What's the reliability behind the claims and counterclaims of environmental doom resulting from the greenhouse effect, the global impact of pollution, and holes in the ozone layer? While many media reports focus on recent trends, such as variations in average temperature over a decade or two, these accounts tell us little or nothing about how changes in climate actually occur, or what long-term significance they may have. In Atmosphere, Climate and Change, world renowned experts on the chemistry of the atmosphere Thomas E. Graedel and Paul J. Crutsen take us behind the scenes of local climate change to reveal the workings of the atmosphere in its larger context, as a component of Earth as a system. By exploring the causes of long-term climate change and the sources and pitfalls of scientific prediction, they give us a new understanding of what changes are likely to occur in the future and what can be done about them.
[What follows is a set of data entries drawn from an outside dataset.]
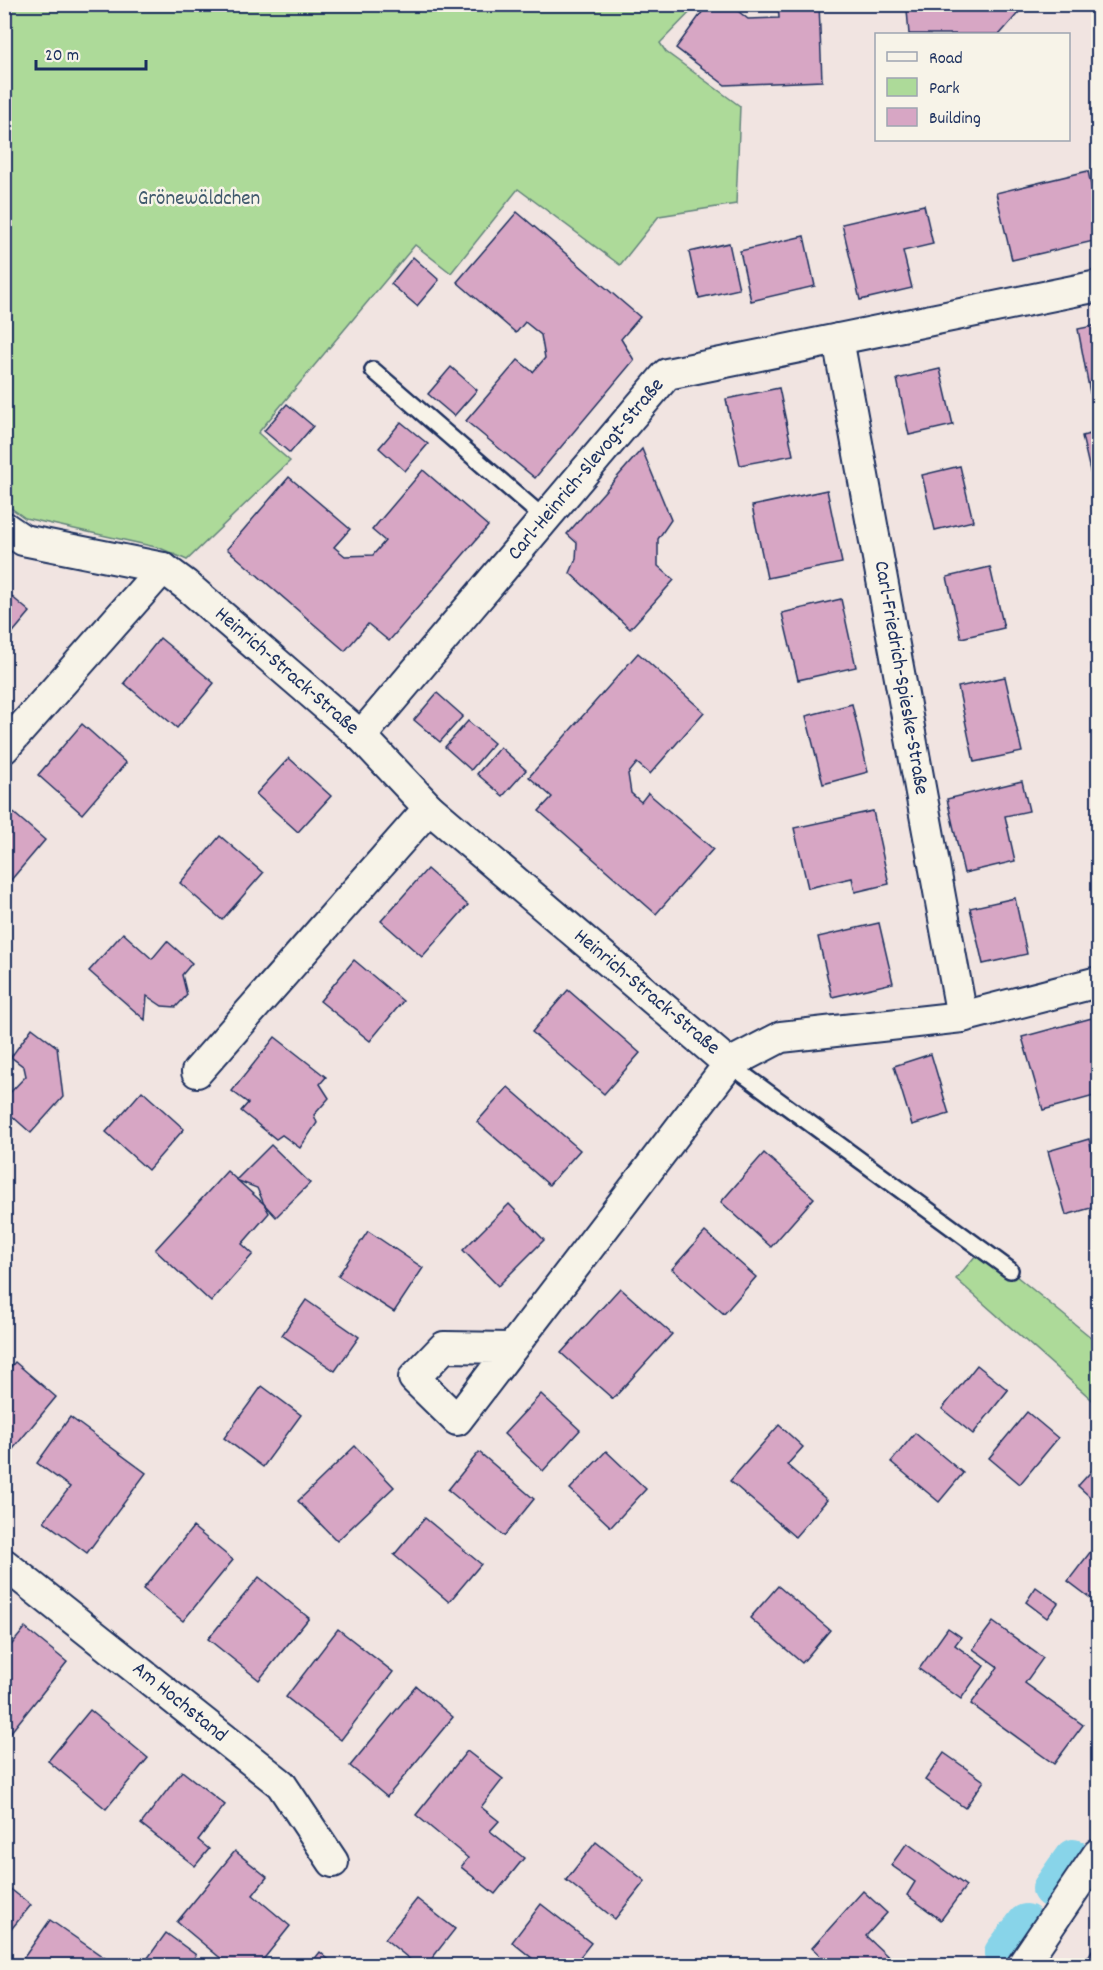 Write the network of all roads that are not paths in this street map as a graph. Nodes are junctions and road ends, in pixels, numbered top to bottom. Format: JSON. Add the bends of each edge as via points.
{"nodes":[{"id":1,"x":1098,"y":286,"type":"edge"},
{"id":2,"x":838,"y":339,"type":"junction"},
{"id":3,"x":373,"y":370,"type":"dead end"},
{"id":4,"x":545,"y":519,"type":"junction"},
{"id":5,"x":4,"y":527,"type":"edge"},
{"id":6,"x":163,"y":568,"type":"junction"},
{"id":7,"x":361,"y":736,"type":"junction"},
{"id":8,"x":4,"y":748,"type":"edge"},
{"id":9,"x":429,"y":808,"type":"junction"},
{"id":10,"x":1098,"y":982,"type":"edge"},
{"id":11,"x":962,"y":1017,"type":"junction"},
{"id":12,"x":729,"y":1064,"type":"junction"},
{"id":13,"x":197,"y":1072,"type":"dead end"},
{"id":14,"x":1010,"y":1270,"type":"dead end"},
{"id":15,"x":512,"y":1348,"type":"dead end"},
{"id":16,"x":4,"y":1564,"type":"edge"},
{"id":17,"x":1098,"y":1854,"type":"edge"},
{"id":18,"x":333,"y":1862,"type":"dead end"},
{"id":19,"x":1022,"y":1965,"type":"edge"}],
"edges":[{"from":1,"to":2,"type":"street","name":"Carl-Heinrich-Slevogt-Straße"},
{"from":2,"to":4,"type":"street","name":"Carl-Heinrich-Slevogt-Straße","via":[[667,374]]},
{"from":2,"to":11,"type":"street","name":"Carl-Friedrich-Spieske-Straße"},
{"from":3,"to":4,"type":"lane"},
{"from":4,"to":7,"type":"street","name":"Carl-Heinrich-Slevogt-Straße"},
{"from":5,"to":6,"type":"street","name":"Heinrich-Strack-Straße","via":[[23,540]]},
{"from":6,"to":7,"type":"street","name":"Heinrich-Strack-Straße"},
{"from":6,"to":8,"type":"street"},
{"from":7,"to":9,"type":"street","name":"Heinrich-Strack-Straße"},
{"from":9,"to":12,"type":"street","name":"Heinrich-Strack-Straße"},
{"from":9,"to":13,"type":"street"},
{"from":10,"to":11,"type":"street"},
{"from":11,"to":12,"type":"street","via":[[781,1037]]},
{"from":12,"to":14,"type":"lane"},
{"from":12,"to":15,"type":"street","name":"Heinrich-Strack-Straße"},
{"from":16,"to":18,"type":"street","name":"Am Hochstand","via":[[281,1784]]},
{"from":17,"to":19,"type":"street"}]}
Thomas E. Graedel is Distinguished Member of the Technical Staff at AT&T Bell Laboratories in Murray Hill, NJ. Among the most frequently cited atmospheric scientists, he is also convener of the Global Emissions Inventory Project and President elect of the Atmospheric Sciences Section, American Geophysical Union.
Paul J. Crutzen is Director of the Air Chemistry Division of the Max Planck Institute for Chemistry in Mainz, Germany. The author of hundreds of publications and the recipient of many scientific awards, he is widely regarded as one of the founders of modern chemistry.